Background Heart involvement is common in Systemic Sclerosis (SSc), even if often clinically silent, and represent one of the leading cause of death in these patients.

Objectives The aim of our study was to define the role of cardiac troponin T (cTnT) and NT-proBNP to identify cardiac involvement in SSc.

Methods From 2008 to 2013 high sensitivity cTnT and NT-proBNP were measured in 200 consecutive SSc patients and in 30 sex and aged matched healthy controls. Data regarding disease subtype and organ involvement were available for the entire cohort. All SSc-related deaths were registered.

Results cTnT levels and NT-proBNP values were higher in scleroderma patients (cTnT: 0.03±0.006 ng/ml and NT-proBNP: 898.8±3063.8 pg/ml) than in healthy controls (cTnT: 0.006±0.0004 ng/ml and NT-proBNP: 90.6±70.9 pg/ml, p<0.00001 for both comparisons). cTnT levels were upper the normal limit in 79 SSc patients (39.5%), 54 of whom (68.4%) complained cardiac symptoms, while 25 (31.6%) were asymptomatic. NT-proBNP levels were above the cut-off limit of 125 ng/ml, recommended by the manufacturer, in 79 patients (39.5%) and 51 presented also increased levels of cTnT. The levels of NT-proBNP directly correlate with the cTnT levels (R=0.4; p<0.0001) and were higher in patients with increase of cTnT (2154.1±4691.8 pg/ml) compared to patients without cTnT increase (115.5±145.4 pg/ml; p<0.0001).During the follow-up, 18 SSc-related death occurred; 10 of these were directly related to cardiac involvement (sudden cardiac death or heart failure, related and unrelated to pulmonary arterial hypertension) and all occurred in patients with increased cTnT levels and NT-proBNP>125 pg/ml. Cumulative survival estimated by Kaplan-Mayer curve was worse in patients with increased baseline levels of cTnT and NT-proBNP. Died patients presented higher levels of cTnT (0.11±0.03 ng/ml) and of NT-proBNP (7193.1±5691.6 pg/ml) and lower left ventricular-ejection fraction (LV-EF) (52.5±11.9%) than survivors (cTnT: 0.02±0.05 ng/ml; NT-proBNP: 585.8±2517.3 pg/ml; LV-EF: 61.9±6.6%; p<0.001 for all comparisons). At ROC curve, cTnT>0.019 ng/ml showed the best specificity (75%) with a sensitivity of 100% to identify patients with poor outcome (AUROC=0.90, p<0.0001), while the best threshold for NT-proBNP to identify patients at risk of cardiac death was 618 pg/ml, with a specificity of 90% and a sensitivity of 100% (AUROC=0.97, p<0.0001). Considering all SSc cohort, 25 patients (34.2%) presented NT-proBNP>618 mg/dl and an increase of cTnT with respect to only 2 patients (1.7%) with increased of NT-proBNP but without cTnT elevation (p<0.0001).

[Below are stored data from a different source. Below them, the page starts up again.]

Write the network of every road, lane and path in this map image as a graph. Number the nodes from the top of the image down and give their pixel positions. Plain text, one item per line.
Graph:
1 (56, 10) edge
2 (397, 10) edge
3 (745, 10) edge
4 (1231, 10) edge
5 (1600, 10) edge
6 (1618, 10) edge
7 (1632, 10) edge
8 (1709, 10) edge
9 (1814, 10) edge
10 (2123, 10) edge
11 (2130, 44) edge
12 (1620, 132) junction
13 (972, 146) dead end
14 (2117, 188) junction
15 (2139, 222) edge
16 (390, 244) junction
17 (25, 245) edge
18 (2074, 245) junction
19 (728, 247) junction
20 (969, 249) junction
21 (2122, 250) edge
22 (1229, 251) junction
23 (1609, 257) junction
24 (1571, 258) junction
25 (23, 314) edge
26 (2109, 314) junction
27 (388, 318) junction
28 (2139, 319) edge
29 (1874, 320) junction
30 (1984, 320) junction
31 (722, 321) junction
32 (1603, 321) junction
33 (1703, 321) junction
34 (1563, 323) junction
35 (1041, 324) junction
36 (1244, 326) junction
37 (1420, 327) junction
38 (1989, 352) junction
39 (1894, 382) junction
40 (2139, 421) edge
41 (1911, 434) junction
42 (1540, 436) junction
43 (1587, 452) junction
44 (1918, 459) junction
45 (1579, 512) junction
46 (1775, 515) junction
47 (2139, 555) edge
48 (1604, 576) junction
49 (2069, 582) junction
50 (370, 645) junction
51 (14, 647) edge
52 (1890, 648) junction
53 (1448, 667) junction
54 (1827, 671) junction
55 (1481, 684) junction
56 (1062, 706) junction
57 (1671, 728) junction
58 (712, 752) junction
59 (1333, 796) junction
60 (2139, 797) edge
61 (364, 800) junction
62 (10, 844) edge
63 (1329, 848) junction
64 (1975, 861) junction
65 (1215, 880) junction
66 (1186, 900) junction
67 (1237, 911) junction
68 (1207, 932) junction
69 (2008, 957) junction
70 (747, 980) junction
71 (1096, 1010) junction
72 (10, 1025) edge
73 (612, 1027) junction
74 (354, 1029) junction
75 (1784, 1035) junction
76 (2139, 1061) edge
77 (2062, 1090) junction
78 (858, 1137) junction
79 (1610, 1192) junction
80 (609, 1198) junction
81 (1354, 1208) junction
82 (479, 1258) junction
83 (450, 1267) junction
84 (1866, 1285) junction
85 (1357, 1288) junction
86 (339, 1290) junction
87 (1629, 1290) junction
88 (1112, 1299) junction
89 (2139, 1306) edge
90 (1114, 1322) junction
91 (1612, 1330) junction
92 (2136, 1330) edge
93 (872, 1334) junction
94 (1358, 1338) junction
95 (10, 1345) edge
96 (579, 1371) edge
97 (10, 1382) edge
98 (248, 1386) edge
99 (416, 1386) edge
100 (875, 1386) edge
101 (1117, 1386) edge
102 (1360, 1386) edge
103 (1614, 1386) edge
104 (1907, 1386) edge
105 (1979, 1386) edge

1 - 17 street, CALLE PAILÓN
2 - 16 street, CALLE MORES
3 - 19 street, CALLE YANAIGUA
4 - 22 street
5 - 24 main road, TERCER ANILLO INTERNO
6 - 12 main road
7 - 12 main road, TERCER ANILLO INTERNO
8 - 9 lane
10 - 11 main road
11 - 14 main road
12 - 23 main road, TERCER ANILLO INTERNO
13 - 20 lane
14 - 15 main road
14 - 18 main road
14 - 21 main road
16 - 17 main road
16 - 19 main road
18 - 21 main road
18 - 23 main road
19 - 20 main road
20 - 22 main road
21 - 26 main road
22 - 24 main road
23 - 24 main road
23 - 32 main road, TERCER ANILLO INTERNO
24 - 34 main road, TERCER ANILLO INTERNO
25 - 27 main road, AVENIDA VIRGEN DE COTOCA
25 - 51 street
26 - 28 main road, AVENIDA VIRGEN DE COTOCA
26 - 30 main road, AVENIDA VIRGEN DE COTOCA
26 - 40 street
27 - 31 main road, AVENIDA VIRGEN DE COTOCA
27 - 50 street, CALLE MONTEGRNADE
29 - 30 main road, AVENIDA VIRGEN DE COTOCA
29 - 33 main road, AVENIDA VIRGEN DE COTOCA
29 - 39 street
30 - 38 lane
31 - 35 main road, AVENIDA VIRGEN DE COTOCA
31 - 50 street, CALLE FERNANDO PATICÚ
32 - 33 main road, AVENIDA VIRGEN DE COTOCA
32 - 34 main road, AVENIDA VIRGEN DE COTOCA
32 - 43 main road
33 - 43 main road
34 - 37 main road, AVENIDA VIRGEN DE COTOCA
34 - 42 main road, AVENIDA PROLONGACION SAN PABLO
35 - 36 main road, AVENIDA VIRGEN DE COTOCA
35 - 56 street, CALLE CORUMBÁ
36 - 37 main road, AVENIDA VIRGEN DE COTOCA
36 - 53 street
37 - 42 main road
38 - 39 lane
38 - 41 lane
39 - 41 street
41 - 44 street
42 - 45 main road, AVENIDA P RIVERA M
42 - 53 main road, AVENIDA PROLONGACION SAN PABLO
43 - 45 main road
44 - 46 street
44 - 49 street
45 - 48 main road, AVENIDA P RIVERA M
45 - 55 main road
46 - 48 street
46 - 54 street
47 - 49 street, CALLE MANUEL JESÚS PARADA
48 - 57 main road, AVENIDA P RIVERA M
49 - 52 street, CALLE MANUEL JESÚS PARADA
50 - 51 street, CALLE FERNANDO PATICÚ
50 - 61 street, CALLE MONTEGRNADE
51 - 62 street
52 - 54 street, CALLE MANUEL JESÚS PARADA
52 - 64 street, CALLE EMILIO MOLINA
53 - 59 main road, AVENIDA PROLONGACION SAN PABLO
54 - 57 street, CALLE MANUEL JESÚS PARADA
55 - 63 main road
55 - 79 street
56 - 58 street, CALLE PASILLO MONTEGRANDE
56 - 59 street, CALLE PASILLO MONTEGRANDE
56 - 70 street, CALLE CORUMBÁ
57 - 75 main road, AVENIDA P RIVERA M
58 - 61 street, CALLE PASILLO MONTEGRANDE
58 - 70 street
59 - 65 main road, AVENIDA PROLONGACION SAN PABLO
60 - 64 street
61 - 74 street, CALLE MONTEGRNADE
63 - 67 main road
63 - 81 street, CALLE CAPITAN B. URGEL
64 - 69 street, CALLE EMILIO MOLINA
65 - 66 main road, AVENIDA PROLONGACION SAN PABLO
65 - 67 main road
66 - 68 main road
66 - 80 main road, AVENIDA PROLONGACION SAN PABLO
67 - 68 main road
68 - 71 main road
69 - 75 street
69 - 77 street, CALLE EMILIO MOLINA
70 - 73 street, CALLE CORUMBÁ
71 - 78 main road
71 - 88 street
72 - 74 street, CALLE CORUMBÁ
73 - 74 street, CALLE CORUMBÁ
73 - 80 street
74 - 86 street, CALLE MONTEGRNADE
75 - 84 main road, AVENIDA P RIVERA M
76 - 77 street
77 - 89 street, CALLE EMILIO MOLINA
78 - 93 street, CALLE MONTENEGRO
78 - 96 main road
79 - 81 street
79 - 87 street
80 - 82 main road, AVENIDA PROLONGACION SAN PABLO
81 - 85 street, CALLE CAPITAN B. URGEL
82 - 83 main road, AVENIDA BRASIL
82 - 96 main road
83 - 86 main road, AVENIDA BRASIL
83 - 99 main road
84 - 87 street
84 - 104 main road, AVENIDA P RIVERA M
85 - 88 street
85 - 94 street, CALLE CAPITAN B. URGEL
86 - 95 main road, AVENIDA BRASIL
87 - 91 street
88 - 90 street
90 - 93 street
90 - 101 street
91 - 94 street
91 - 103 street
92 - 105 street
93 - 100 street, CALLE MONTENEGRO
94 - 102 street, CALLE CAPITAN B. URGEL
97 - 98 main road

Conclusions cTnT and NT-proBNP should be routinely evaluated in all SSc patients, even if asymptomatic, in order to identify at early stages those with a subclinical heart disease and a bad cardiac outcome. Patients with cTnT>0.019 ng/ml and NT-proBNP >618 pg/ml have an high risk of cardiac death and need to be strictly monitored.